Синяя борода - Курт Воннегут
Шрифт:
Интервал:
Закладка:
Потом мы остановились поглазеть, как двое мужчин дерутся перед входом в бар на Третьей авеню. Они рычали друг на друга на каком-то непонятном языке. Возможно, они были македонцами, или басками, или фризами, кто их знает.
Мэрили немного хромала, и вообще была слегка скошена на левый бок, потому что один армянин столкнул ее вниз по лестнице. Совершенно другой армянин теперь ласкался и прижимался к ней, и член у него стоял так, что им можно было колоть орехи. Мне нравится думать, что в тот момент мы обвенчались. В жизни всегда есть место таинству.
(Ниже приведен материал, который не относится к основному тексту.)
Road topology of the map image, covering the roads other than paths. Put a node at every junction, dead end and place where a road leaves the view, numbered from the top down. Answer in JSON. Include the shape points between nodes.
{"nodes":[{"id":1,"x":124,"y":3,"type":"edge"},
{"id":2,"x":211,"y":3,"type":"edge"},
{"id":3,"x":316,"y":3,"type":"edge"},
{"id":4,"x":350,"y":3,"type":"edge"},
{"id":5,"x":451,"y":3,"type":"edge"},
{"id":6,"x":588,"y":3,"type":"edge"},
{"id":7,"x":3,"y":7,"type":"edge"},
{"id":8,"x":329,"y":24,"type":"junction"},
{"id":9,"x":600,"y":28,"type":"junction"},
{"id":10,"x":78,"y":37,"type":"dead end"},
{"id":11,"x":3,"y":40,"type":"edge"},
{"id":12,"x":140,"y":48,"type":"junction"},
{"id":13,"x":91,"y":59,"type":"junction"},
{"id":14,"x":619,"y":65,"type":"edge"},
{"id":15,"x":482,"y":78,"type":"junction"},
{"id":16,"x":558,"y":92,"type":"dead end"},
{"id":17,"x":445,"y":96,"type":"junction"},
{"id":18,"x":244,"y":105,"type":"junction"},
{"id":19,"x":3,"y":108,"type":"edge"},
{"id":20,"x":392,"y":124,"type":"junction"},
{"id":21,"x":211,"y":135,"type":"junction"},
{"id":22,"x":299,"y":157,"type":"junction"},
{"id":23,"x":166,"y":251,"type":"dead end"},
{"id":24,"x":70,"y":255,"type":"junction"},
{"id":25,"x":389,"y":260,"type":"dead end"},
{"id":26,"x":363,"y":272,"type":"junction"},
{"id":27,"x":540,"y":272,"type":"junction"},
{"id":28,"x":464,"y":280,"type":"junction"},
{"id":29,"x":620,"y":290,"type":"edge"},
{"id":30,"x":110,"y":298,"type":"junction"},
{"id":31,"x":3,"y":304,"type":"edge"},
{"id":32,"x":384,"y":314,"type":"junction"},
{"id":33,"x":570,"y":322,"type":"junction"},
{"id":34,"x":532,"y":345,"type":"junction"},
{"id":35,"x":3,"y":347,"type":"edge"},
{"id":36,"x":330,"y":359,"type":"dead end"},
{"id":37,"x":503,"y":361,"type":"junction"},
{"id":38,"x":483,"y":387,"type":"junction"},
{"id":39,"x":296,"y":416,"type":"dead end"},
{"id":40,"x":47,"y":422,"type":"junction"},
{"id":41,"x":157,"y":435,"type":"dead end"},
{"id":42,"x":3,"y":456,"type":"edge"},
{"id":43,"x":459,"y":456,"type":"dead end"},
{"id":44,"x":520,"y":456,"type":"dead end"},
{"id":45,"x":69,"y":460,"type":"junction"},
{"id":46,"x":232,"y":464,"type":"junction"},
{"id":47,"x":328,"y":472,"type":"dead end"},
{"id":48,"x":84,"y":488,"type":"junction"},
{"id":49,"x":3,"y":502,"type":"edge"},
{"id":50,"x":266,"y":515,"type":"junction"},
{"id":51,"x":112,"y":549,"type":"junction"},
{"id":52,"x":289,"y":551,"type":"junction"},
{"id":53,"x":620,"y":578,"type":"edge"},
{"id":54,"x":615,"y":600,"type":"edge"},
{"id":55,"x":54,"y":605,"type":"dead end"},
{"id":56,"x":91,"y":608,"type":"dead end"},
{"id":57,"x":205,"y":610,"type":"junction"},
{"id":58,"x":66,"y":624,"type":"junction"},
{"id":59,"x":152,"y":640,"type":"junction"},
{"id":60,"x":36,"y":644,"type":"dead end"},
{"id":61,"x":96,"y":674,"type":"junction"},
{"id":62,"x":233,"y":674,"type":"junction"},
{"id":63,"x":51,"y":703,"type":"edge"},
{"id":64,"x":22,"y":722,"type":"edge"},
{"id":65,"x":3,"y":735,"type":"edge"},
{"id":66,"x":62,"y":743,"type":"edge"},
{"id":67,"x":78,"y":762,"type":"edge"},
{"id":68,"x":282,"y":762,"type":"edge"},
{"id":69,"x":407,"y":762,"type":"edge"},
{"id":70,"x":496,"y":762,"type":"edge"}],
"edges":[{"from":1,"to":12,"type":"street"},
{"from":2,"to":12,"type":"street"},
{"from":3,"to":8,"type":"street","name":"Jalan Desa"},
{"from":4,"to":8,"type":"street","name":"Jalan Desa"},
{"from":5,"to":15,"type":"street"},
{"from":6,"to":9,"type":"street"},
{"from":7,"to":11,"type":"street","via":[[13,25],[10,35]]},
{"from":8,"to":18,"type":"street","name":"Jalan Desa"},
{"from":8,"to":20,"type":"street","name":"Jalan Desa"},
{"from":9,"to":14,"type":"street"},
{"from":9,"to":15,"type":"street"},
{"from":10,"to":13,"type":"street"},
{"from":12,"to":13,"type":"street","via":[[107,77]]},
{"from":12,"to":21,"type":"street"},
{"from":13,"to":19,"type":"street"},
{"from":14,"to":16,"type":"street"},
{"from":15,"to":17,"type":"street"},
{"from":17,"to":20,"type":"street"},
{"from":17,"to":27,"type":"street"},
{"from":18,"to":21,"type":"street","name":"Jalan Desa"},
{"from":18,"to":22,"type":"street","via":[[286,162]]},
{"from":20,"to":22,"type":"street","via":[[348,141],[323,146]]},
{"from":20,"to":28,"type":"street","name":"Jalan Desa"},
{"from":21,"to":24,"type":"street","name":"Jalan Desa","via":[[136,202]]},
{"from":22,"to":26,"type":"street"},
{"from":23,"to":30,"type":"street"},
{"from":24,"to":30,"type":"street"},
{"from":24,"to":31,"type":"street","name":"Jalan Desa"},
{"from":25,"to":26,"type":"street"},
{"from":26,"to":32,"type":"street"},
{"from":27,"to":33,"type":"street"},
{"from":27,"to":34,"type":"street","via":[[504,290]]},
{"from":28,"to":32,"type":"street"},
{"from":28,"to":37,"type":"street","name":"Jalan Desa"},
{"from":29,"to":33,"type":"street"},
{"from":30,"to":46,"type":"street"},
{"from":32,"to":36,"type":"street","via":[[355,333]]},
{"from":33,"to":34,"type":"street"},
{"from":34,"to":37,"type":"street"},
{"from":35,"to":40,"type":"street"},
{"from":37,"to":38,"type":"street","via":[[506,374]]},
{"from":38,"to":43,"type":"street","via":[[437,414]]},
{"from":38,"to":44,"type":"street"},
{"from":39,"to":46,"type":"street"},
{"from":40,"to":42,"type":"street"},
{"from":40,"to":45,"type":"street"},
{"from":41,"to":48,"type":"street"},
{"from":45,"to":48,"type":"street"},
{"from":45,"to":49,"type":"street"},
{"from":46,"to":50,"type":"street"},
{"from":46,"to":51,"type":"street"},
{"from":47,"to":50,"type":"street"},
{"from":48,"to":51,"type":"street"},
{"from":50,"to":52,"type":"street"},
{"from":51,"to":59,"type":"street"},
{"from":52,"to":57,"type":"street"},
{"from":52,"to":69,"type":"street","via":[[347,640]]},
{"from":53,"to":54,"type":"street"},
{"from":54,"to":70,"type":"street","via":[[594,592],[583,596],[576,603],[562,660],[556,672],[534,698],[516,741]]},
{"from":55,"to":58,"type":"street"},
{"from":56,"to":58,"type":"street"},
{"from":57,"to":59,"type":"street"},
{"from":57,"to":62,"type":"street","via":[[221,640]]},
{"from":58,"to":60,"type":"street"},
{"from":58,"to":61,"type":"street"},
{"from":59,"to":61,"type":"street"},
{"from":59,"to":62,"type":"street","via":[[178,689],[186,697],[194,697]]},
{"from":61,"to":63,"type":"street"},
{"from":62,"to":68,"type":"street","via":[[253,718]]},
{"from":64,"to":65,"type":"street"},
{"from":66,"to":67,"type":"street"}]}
Предположительно, мы должны были покинуть райские сады, прилепившись друг к другу, и скитаться одной плотью, терпя лишения, едины в горе и в радости.
Не знаю, почему, но мы смеялись, не переставая.
Напомню, сколько нам было лет: мне — почти двадцать, ей — двадцать семь. Мужчине, которому мы собирались наставить рога, было пятьдесят три, и жить ему оставалось всего семь лет. Мальчишка, если задуматься. Представляете, еще целых семь лет жизни!
* * *Возможно, причиной нашего с Мэрили непрерывного смеха были сигналы от наших тел, говорящие нам, что именно то, чем мы собирались заняться, и есть для них самое естественное — в дополнение к еде, питью и сну. Мы не бунтовали, не мстили, не оскверняли. Мы не воспользовались ни той постелью, которую она делила с Грегори, ни постелью Фреда Джонса в соседней комнате, ни той, что стояла в безупречной французской спальне для гостей, ни даже моей собственной кроватью, при том, что нам принадлежал весь дом, за исключением разве что подвала, поскольку единственным его обитателем в тот момент, кроме нас, был Фу Манчу. Наши вдохновенные любовные игры в каком-то смысле предвосхитили абстрактный экспрессионизм, будучи совершенно ни о чем, кроме себя самих.
Я вспоминаю слова художника Джима Брукса о том, как он действует, как действовали все абстрактные экспрессионисты:
— Я набираю краску и делаю первый мазок. После этого холст обязан взять на себя по меньшей мере половину работы.
Если все складывалось удачно, то холст, после этого первого мазка, начинал предлагать те или иные действия, а порой даже требовать их. В случае со мной и Мэрили первым мазком явился поцелуй на пороге входной двери — широкий, влажный, горячий, до смешного неряшливый.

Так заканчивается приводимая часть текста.